Torbern Olof Bergman (1735–1784) fue uno de los grandes pioneros de la química moderna. Nacido en Katrineberg, Suecia, este científico polímata destacó no solo por sus investigaciones químicas, sino también por su trabajo en mineralogía, geología y física. Transformó la manera en que se entendía la composición de la materia en el siglo XVIII, abriendo el camino a figuras como Lavoisier y Berzelius.

 

Primeros años y formación

 

Desde joven, Bergman mostró una curiosidad inagotable por los fenómenos naturales. Estudió en la Universidad de Upsala, una de las más prestigiosas de Escandinavia, donde inicialmente se interesó por las matemáticas y la física. Sin embargo, su pasión por comprender la naturaleza de las sustancias lo llevó pronto hacia la química.

 

Bajo la influencia del naturalista Carl Linnaeus, Bergman combinó su amor por la clasificación con un enfoque analítico y experimental, algo poco común en su tiempo.

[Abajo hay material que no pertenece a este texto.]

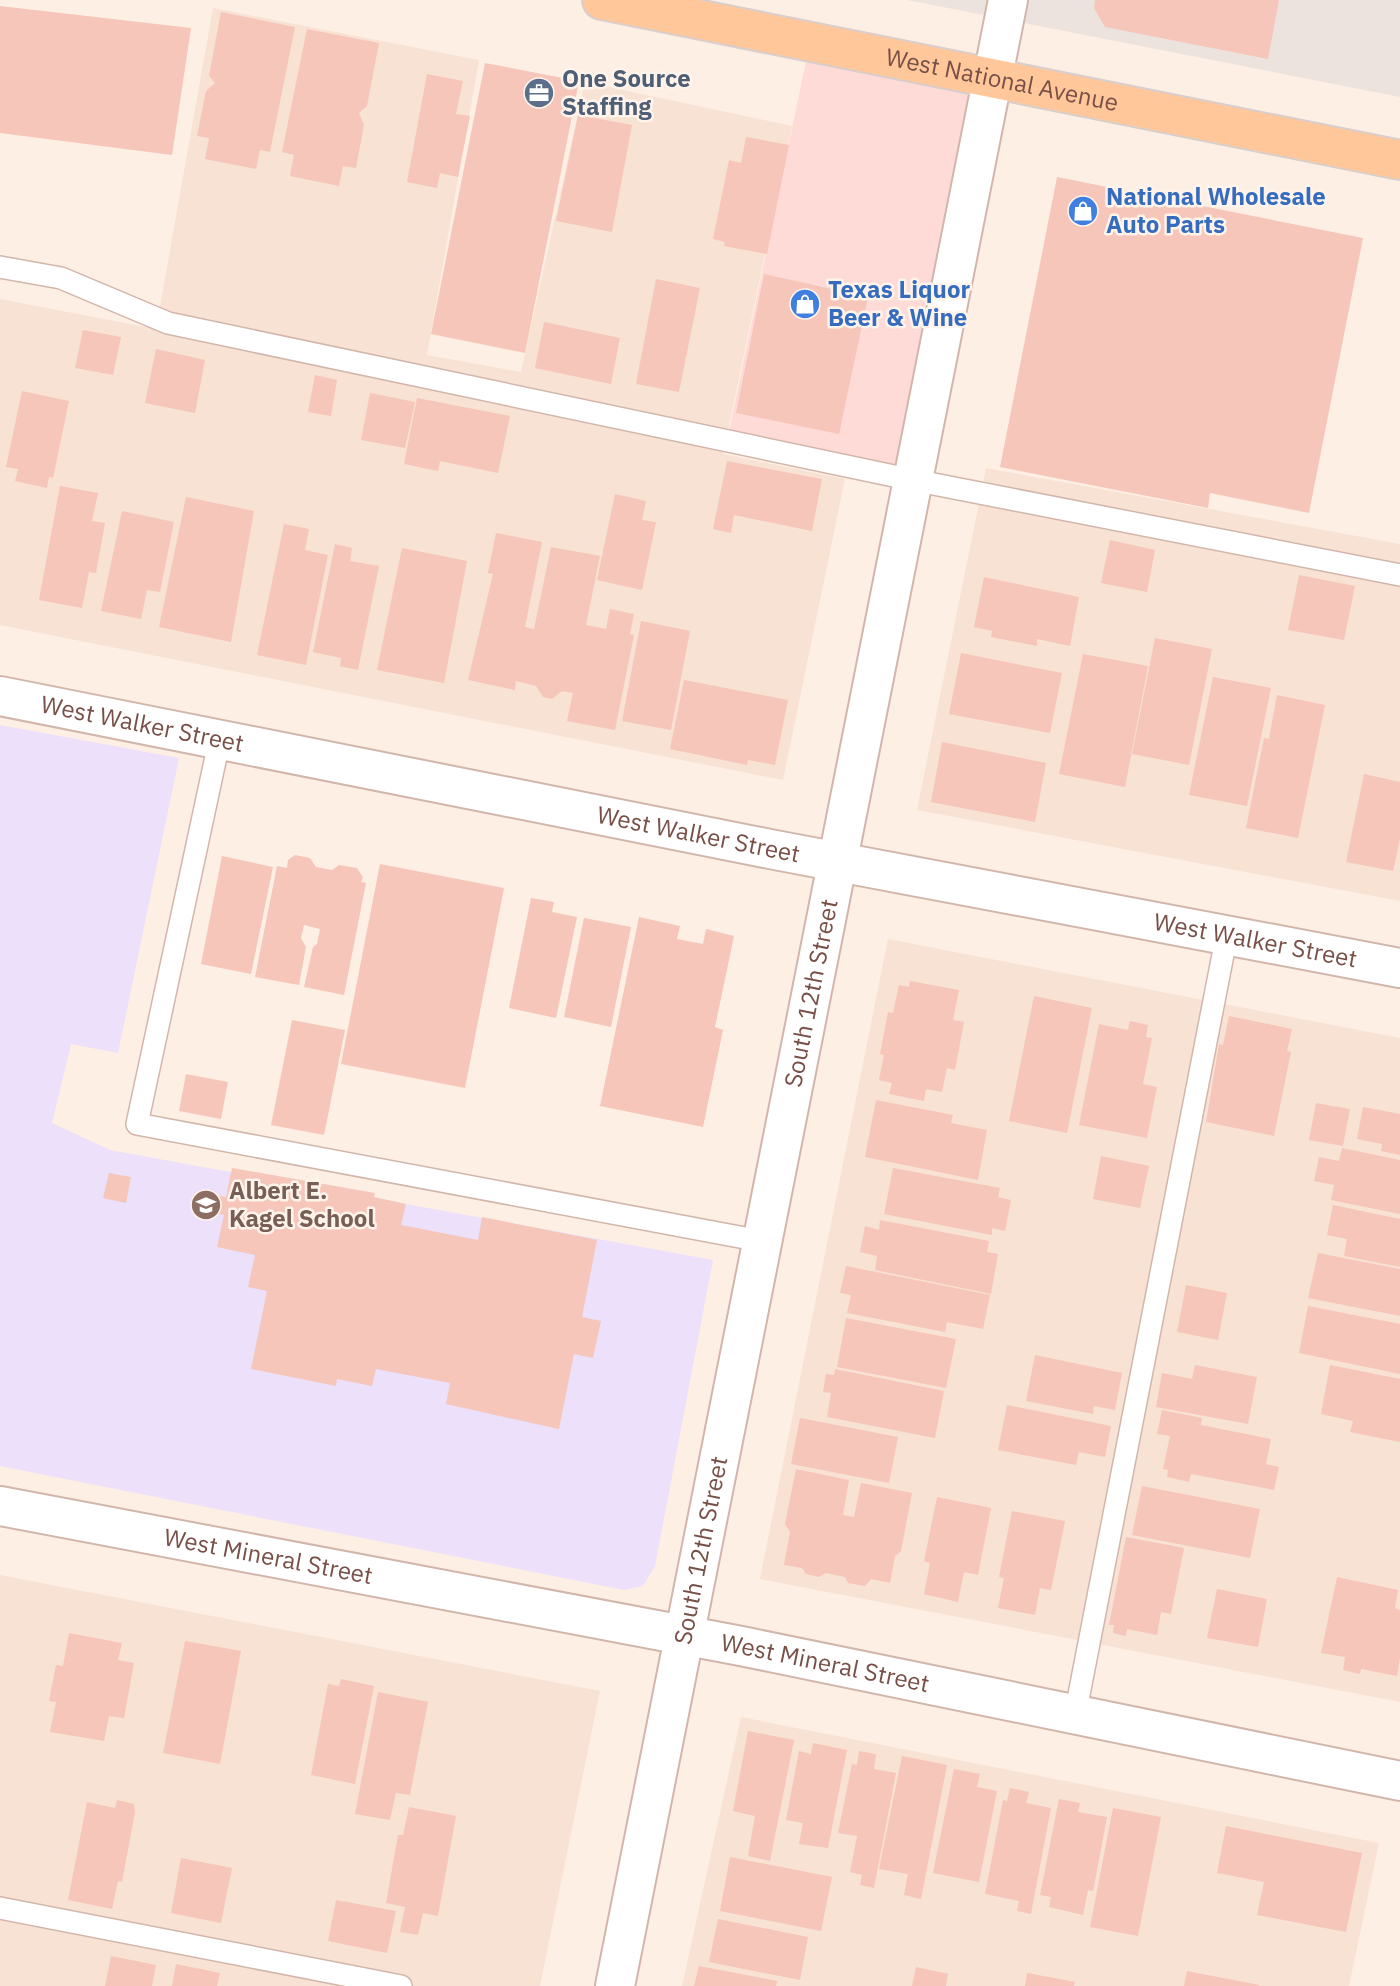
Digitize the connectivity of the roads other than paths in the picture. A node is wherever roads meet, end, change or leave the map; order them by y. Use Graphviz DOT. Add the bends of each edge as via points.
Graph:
graph roads {
  1 [pos="602,0"];
  2 [pos="1008,0"];
  3 [pos="657,5"];
  4 [pos="992,78"];
  5 [pos="1400,160"];
  6 [pos="0,267"];
  7 [pos="914,480"];
  8 [pos="1400,575"];
  9 [pos="0,696"];
  10 [pos="220,738"];
  11 [pos="837,863"];
  12 [pos="1227,934"];
  13 [pos="1400,968"];
  14 [pos="761,1241"];
  15 [pos="0,1506"];
  16 [pos="685,1635"];
  17 [pos="1074,1715"];
  18 [pos="1400,1781"];
  19 [pos="0,1908"];
  20 [pos="401,1986"];
  21 [pos="615,1986"];
  1 -- 3 [label="main road, West National Avenue"];
  2 -- 4 [label="street, South 12th Street"];
  3 -- 4 [label="main road, West National Avenue"];
  4 -- 5 [label="main road, West National Avenue"];
  4 -- 7 [label="street, South 12th Street"];
  6 -- 7 [label="lane" via="61,278 168,323"];
  7 -- 8 [label="lane"];
  7 -- 11 [label="street, South 12th Street"];
  9 -- 10 [label="street, West Walker Street"];
  10 -- 11 [label="street, West Walker Street"];
  10 -- 14 [label="lane" via="137,1124"];
  11 -- 12 [label="street, West Walker Street"];
  11 -- 14 [label="street, South 12th Street"];
  12 -- 13 [label="street, West Walker Street"];
  12 -- 17 [label="lane"];
  14 -- 16 [label="street, South 12th Street"];
  15 -- 16 [label="street, West Mineral Street"];
  16 -- 17 [label="street, West Mineral Street"];
  16 -- 21 [label="street, South 12th Street"];
  17 -- 18 [label="street, West Mineral Street"];
  19 -- 20 [label="lane"];
}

En 1758, con apenas 23 años, obtuvo su doctorado con una tesis sobre la electricidad.

 

El químico que revolucionó el análisis cuantitativo

 

El gran aporte de Torbern Olof Bergman fue el desarrollo del análisis químico cuantitativo. Antes de su época, los experimentos químicos eran principalmente cualitativos —es decir, se enfocaban en qué sustancias estaban presentes, no en cuánto había de cada una—.

 

Bergman perfeccionó técnicas de precipitación, cristalización y disolución para medir proporciones exactas de compuestos, introduciendo una rigurosidad que sería fundamental para el avance de la química moderna. Sus métodos permitieron determinar la composición precisa de minerales, sales y ácidos, sentando las bases para la química analítica.

 

En 1775 publicó su obra más influyente: “Opuscula physica et chemica”, una colección de tratados donde resumía sus investigaciones experimentales. Este trabajo fue traducido rápidamente a varios idiomas y se convirtió en una referencia internacional.